## Material supplied:
•••••
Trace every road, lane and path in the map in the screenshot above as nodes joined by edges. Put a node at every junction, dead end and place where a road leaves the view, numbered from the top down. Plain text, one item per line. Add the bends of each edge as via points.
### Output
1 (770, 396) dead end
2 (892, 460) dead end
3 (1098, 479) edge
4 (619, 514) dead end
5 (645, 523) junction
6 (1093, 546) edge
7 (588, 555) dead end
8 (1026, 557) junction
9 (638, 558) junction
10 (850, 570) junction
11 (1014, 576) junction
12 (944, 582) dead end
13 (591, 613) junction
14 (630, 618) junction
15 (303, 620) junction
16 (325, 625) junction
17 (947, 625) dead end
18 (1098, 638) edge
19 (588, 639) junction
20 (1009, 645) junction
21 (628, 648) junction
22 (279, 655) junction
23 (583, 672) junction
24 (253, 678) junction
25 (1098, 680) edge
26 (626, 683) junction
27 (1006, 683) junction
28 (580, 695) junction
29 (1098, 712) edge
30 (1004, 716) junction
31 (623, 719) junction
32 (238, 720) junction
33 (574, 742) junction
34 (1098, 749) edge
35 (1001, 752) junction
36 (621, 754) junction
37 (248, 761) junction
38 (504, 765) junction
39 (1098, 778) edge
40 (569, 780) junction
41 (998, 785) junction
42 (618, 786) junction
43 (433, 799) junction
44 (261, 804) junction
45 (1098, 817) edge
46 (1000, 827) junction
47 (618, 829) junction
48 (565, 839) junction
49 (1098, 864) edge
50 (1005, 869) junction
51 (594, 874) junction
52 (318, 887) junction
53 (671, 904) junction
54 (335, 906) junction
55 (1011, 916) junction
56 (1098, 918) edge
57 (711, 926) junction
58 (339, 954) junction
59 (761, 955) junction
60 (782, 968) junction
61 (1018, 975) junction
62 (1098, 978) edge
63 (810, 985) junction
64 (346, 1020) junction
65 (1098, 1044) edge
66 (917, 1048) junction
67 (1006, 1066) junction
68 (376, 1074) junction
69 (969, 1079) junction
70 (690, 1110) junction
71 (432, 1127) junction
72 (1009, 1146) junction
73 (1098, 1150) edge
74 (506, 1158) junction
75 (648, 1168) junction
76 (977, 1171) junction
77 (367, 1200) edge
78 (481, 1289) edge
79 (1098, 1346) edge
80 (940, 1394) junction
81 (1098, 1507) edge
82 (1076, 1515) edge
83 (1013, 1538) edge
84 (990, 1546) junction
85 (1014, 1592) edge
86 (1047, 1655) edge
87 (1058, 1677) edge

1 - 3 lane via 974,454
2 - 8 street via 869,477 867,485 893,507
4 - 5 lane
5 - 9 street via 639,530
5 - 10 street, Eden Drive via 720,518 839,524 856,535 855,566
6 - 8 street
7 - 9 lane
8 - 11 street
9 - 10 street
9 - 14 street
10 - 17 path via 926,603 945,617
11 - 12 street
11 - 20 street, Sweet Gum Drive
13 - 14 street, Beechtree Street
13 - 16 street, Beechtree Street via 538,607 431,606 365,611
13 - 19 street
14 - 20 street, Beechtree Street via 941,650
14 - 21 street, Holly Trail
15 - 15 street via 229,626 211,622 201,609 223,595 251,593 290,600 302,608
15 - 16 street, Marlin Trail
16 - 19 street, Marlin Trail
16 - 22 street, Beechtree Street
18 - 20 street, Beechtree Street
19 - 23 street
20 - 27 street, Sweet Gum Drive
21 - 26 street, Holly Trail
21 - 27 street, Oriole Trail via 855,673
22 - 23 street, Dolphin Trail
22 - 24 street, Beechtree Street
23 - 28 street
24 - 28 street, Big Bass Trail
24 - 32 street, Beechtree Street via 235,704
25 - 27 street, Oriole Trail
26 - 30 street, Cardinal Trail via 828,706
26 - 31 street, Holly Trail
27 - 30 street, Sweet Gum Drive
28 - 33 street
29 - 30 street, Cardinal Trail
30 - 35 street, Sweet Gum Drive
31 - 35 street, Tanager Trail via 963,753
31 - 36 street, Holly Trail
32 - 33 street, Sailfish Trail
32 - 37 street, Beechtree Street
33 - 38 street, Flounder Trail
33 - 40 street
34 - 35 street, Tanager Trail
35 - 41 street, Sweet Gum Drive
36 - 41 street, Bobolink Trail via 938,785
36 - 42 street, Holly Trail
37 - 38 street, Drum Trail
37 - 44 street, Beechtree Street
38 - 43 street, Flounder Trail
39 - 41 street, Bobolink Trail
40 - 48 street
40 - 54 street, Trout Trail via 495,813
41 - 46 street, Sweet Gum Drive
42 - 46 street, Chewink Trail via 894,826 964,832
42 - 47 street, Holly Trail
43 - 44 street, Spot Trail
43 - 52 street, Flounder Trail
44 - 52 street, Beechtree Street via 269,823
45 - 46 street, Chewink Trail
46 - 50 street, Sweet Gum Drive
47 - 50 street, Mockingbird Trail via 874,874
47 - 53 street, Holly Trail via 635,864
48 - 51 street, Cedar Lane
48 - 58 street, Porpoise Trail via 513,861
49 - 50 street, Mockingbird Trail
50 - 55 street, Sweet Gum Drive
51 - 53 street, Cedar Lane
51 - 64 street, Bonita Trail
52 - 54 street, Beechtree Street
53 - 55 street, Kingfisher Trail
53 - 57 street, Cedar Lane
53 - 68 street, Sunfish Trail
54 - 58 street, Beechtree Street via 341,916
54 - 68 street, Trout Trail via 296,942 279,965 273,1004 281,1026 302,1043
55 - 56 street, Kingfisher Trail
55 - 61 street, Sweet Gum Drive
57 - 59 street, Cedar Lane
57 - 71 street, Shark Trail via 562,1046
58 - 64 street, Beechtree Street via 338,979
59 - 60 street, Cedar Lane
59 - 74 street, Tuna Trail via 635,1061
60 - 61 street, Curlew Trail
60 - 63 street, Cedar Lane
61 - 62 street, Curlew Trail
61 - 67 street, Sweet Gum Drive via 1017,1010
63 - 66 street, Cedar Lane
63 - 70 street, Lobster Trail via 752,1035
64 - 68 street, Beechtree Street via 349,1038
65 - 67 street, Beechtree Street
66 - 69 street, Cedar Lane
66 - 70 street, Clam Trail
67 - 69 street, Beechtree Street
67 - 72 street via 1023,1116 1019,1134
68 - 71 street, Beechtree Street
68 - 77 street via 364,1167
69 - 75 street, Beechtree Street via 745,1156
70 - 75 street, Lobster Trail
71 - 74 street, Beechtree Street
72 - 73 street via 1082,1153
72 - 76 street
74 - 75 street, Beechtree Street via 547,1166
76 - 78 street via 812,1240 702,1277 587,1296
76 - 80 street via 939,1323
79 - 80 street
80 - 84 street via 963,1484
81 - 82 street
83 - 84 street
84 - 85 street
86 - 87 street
•••••
## What you have to do:
For each line above that includes the word "Sweet", make a copy of that line.

## Output for this exercise:
11 - 20 street, Sweet Gum Drive
20 - 27 street, Sweet Gum Drive
27 - 30 street, Sweet Gum Drive
30 - 35 street, Sweet Gum Drive
35 - 41 street, Sweet Gum Drive
41 - 46 street, Sweet Gum Drive
46 - 50 street, Sweet Gum Drive
50 - 55 street, Sweet Gum Drive
55 - 61 street, Sweet Gum Drive
61 - 67 street, Sweet Gum Drive via 1017,1010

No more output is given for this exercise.